The delayed occupancy warranty does not in any way deal with the closing date on which title is transferred — it deals only with the date on which occupancy is given, writes Laredo.

It also must be understood, she says, that a tentative occupancy date is set by the contract and is incorporated into the warranty as the starting point for the discussion of delay.

“The warranty requires that an outside occupancy date be set and inserted into the warranty addendum. The outside occupancy date is the latest date that the vendor agrees to provide occupancy to the purchaser. This date is purely contractual and is not the result of any formula based upon the tentative occupancy date,” she writes.

“While the tentative occupancy date will normally be two or three years after the date of the agreement of purchase and sale, the outside occupancy date may be set at any number of years after the tentative occupancy date.”

The actual scheme of the warranty looks at the building process in two phases: before the roof assembly is complete, and after said roof assembly has been completed, writes Laredo. In phase one, the tentative occupancy date may be extended any number of times within certain parameters, while in phase two, the vendor’s ability to extend without cost is greatly restricted, says the article.

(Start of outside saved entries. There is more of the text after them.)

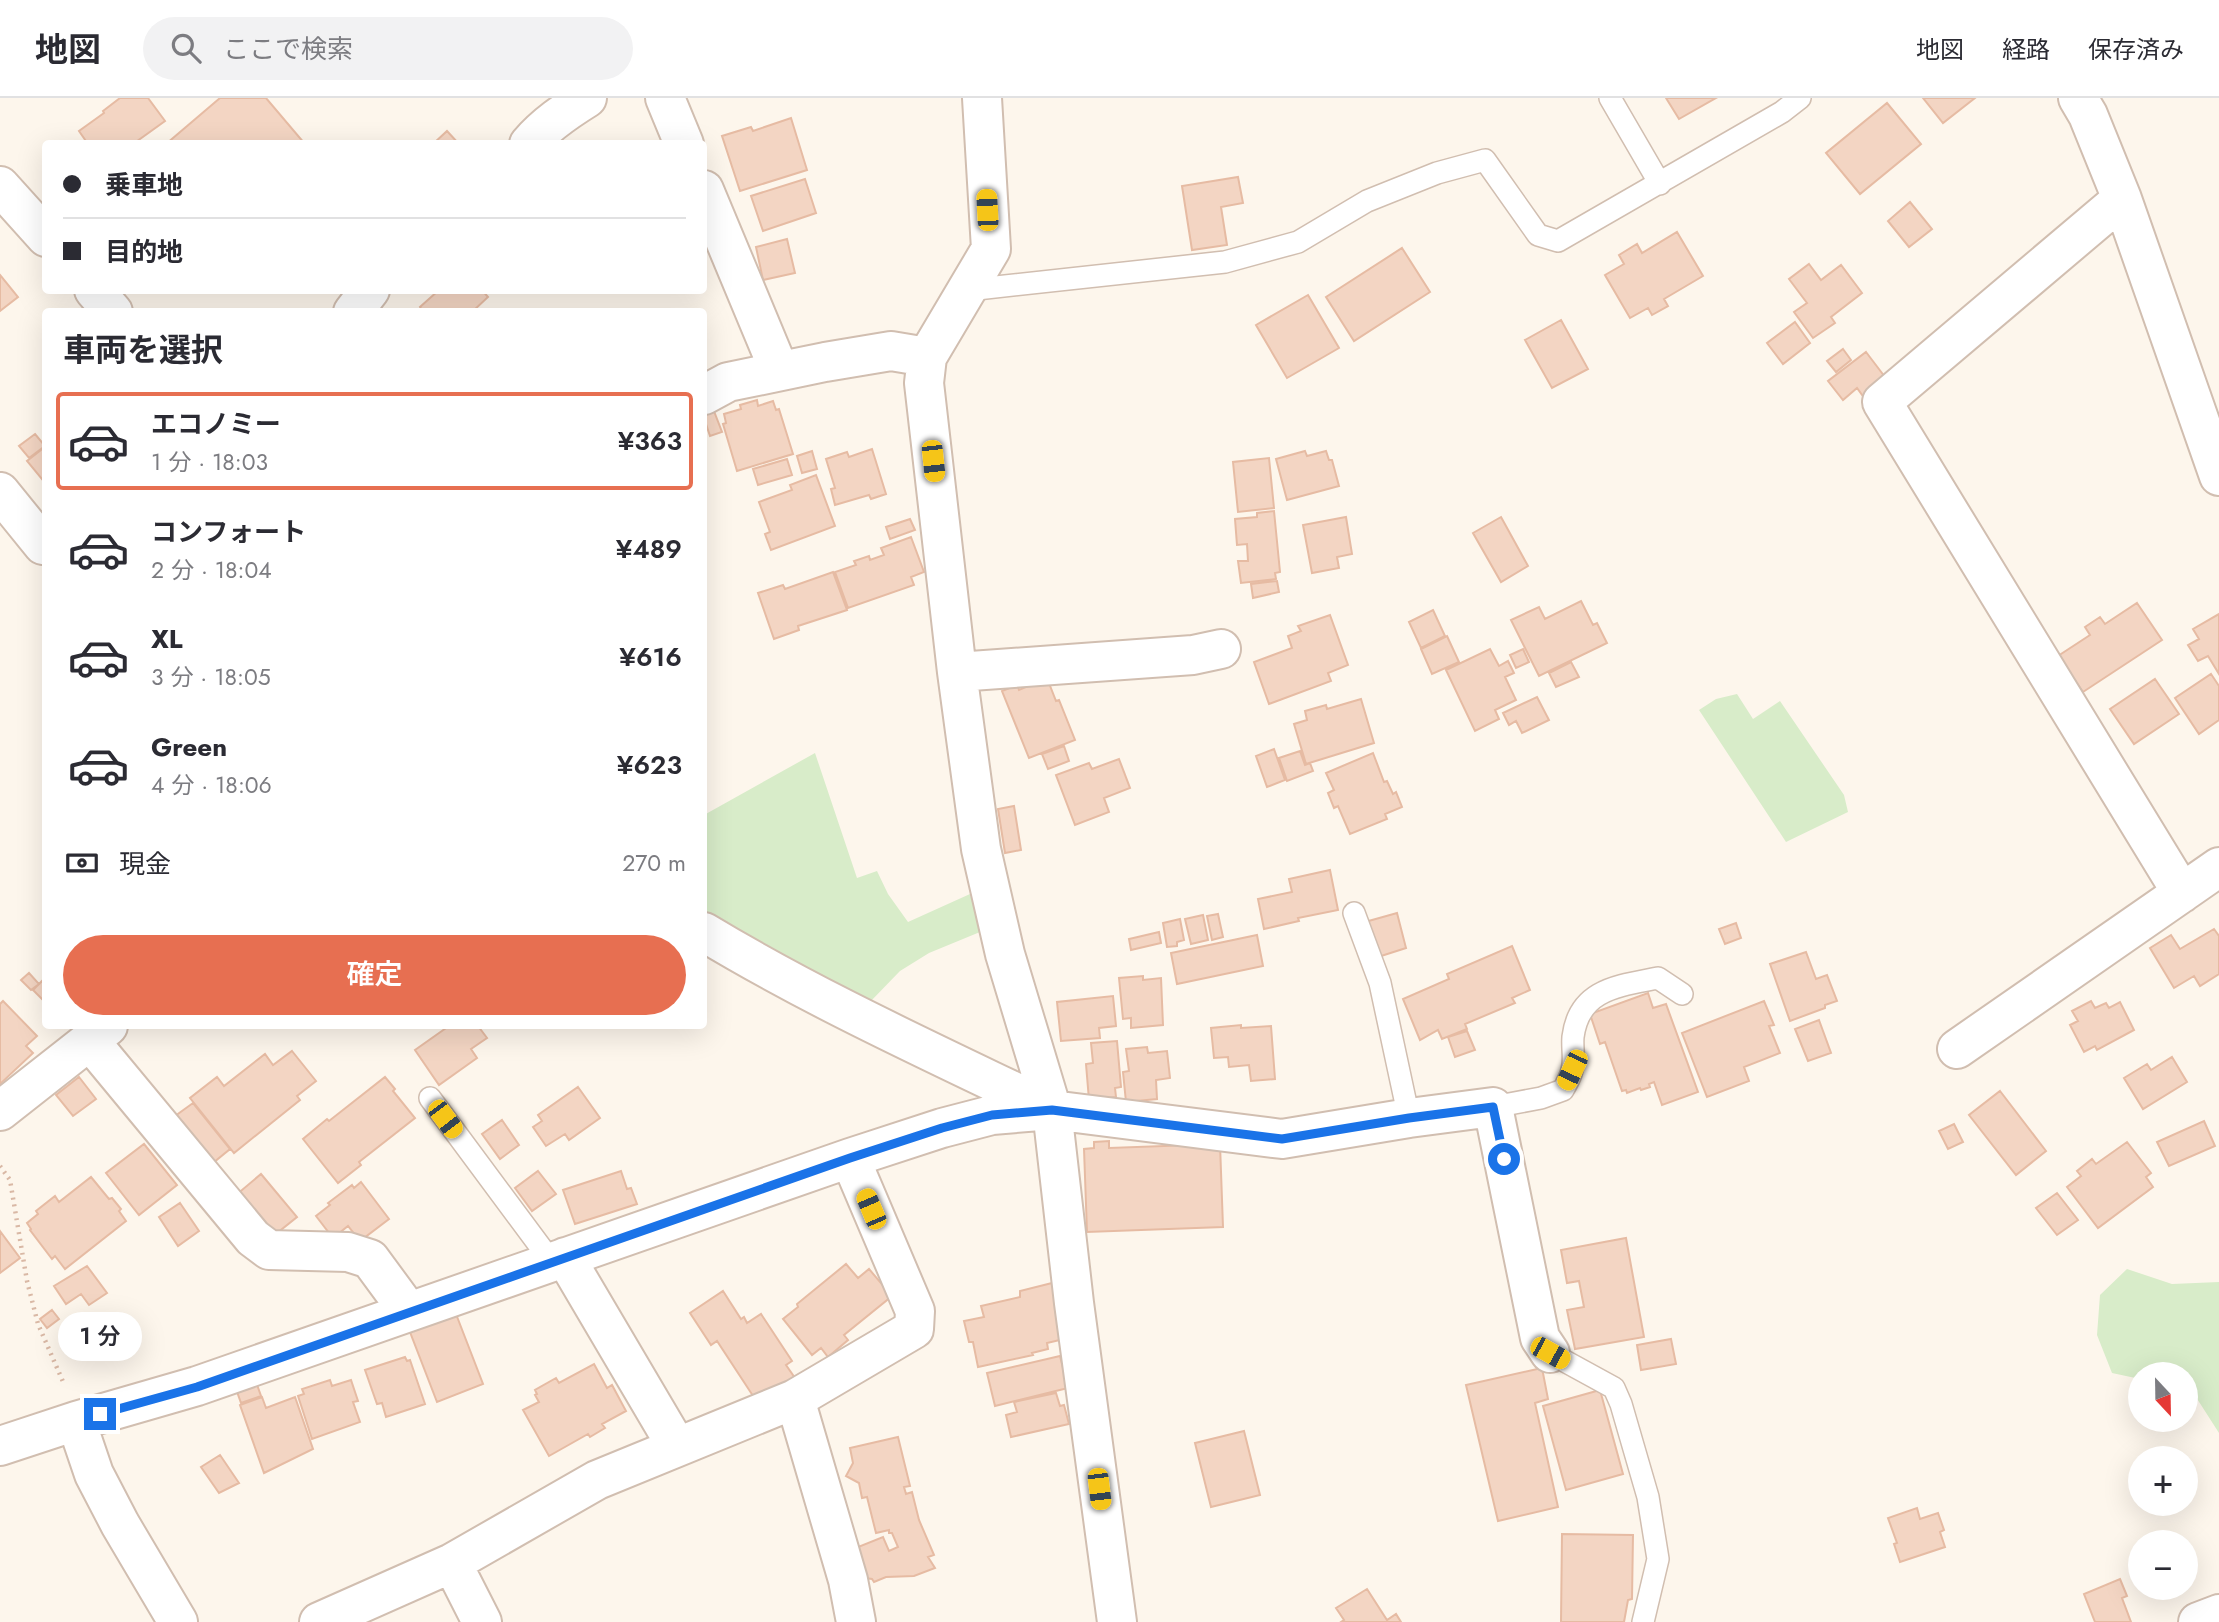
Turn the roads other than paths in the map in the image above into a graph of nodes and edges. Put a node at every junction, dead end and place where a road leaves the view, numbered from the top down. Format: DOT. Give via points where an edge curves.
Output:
graph roads {
  1 [pos="587,98"];
  2 [pos="665,98"];
  3 [pos="982,98"];
  4 [pos="1610,98"];
  5 [pos="1800,98"];
  6 [pos="2078,98"];
  7 [pos="532,140"];
  8 [pos="682,140"];
  9 [pos="1660,184"];
  10 [pos="0,186"];
  11 [pos="707,197"];
  12 [pos="2122,199"];
  13 [pos="42,233"];
  14 [pos="968,290"];
  15 [pos="97,294"];
  16 [pos="367,294"];
  17 [pos="110,308"];
  18 [pos="356,308"];
  19 [pos="927,357"];
  20 [pos="779,370"];
  21 [pos="707,394"];
  22 [pos="2219,476"];
  23 [pos="0,492"];
  24 [pos="42,544"];
  25 [pos="1221,649"];
  26 [pos="957,672"];
  27 [pos="2219,867"];
  28 [pos="2182,893"];
  29 [pos="1354,914"];
  30 [pos="707,934"];
  31 [pos="1682,994"];
  32 [pos="98,1033"];
  33 [pos="1956,1049"];
  34 [pos="430,1098"];
  35 [pos="1493,1107"];
  36 [pos="1052,1110"];
  37 [pos="0,1111"];
  38 [pos="1409,1118"];
  39 [pos="850,1158"];
  40 [pos="558,1259"];
  41 [pos="409,1312"];
  42 [pos="1550,1353"];
  43 [pos="795,1399"];
  44 [pos="76,1421"];
  45 [pos="0,1446"];
  46 [pos="677,1447"];
  47 [pos="452,1563"];
  48 [pos="2219,1614"];
  49 [pos="178,1622"];
  50 [pos="318,1622"];
  51 [pos="482,1622"];
  52 [pos="856,1622"];
  53 [pos="1117,1622"];
  54 [pos="1643,1622"];
  55 [pos="2197,1622"];
  1 -- 7 [label="street"];
  2 -- 8 [label="street"];
  3 -- 14 [label="street" via="991,249"];
  4 -- 9 [label="lane"];
  5 -- 9 [label="lane"];
  6 -- 12 [label="street"];
  9 -- 14 [label="lane" via="1558,241 1538,235 1485,160 1367,201 1298,242 1225,262"];
  10 -- 13 [label="street"];
  11 -- 20 [label="street"];
  12 -- 22 [label="street"];
  12 -- 28 [label="street" via="1882,402"];
  14 -- 19 [label="street"];
  15 -- 17 [label="street"];
  16 -- 18 [label="street"];
  19 -- 20 [label="street" via="891,351"];
  19 -- 26 [label="street" via="924,383"];
  20 -- 21 [label="street" via="728,382"];
  23 -- 24 [label="street"];
  25 -- 26 [label="street" via="1193,656"];
  26 -- 36 [label="street" via="981,849 1005,954"];
  27 -- 28 [label="street"];
  28 -- 33 [label="street"];
  29 -- 38 [label="lane" via="1380,984"];
  30 -- 36 [label="street" via="830,1002"];
  31 -- 35 [label="lane" via="1658,978 1620,986 1590,999 1579,1014 1572,1070 1563,1090"];
  32 -- 37 [label="street"];
  32 -- 41 [label="street" via="253,1238 269,1250 348,1252 370,1259"];
  34 -- 40 [label="lane"];
  35 -- 38 [label="street"];
  35 -- 42 [label="street" via="1540,1338"];
  36 -- 38 [label="street" via="1282,1139"];
  36 -- 39 [label="street" via="992,1115"];
  36 -- 53 [label="street"];
  39 -- 40 [label="street"];
  39 -- 43 [label="street" via="915,1311 915,1329"];
  40 -- 41 [label="street"];
  40 -- 46 [label="street"];
  41 -- 44 [label="street" via="197,1387"];
  42 -- 54 [label="lane" via="1614,1388 1621,1404 1648,1497 1658,1559"];
  43 -- 46 [label="street"];
  43 -- 52 [label="street"];
  44 -- 45 [label="street"];
  44 -- 49 [label="street" via="94,1474"];
  46 -- 47 [label="street" via="597,1480"];
  47 -- 50 [label="street"];
  47 -- 51 [label="street"];
  48 -- 55 [label="street"];
}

“It is obliged to fix a final occupancy date. If the final occupancy date is tentative, it can be extended once more, to a firm date, but the extension is limited to 120 days,” writes Laredo. “Further extensions of occupancy are possible but only with the payment of compensation for the delay.”

However, writes Laredo, exceptions can be made in cases of unavoidable delays.

“An unavoidable delay is defined as a delay caused by a strike, fire, explosion, flood, act of God, civil insurrection, act of war, act of terrorism or pandemic, which is beyond the reasonable control of the vendor and is not caused by or contributed to by the fault of the vendor,” she writes.

“Where an unavoidable delay does occur caused by the events enumerated, the vendor is entitled to extend the date of occupancy during the period of unavoidable delay without incurring any liability to pay compensation. All critical occupancy dates (i.e. firm occupancy date) are extended for a period equal to the period of the unavoidable delay.”

Where occupancy has not been granted by the outside occupancy date, the purchaser has a 30-day period commencing on the outside occupancy date during which she can rescind the contract by notice in writing and receive back her money paid toward the purchase, says Laredo.

“Should the purchaser fail to exercise her right of rescission within the prescribed time period, the agreement continues, a new delayed occupancy date is set and the agreement remains binding on all parties,” she writes.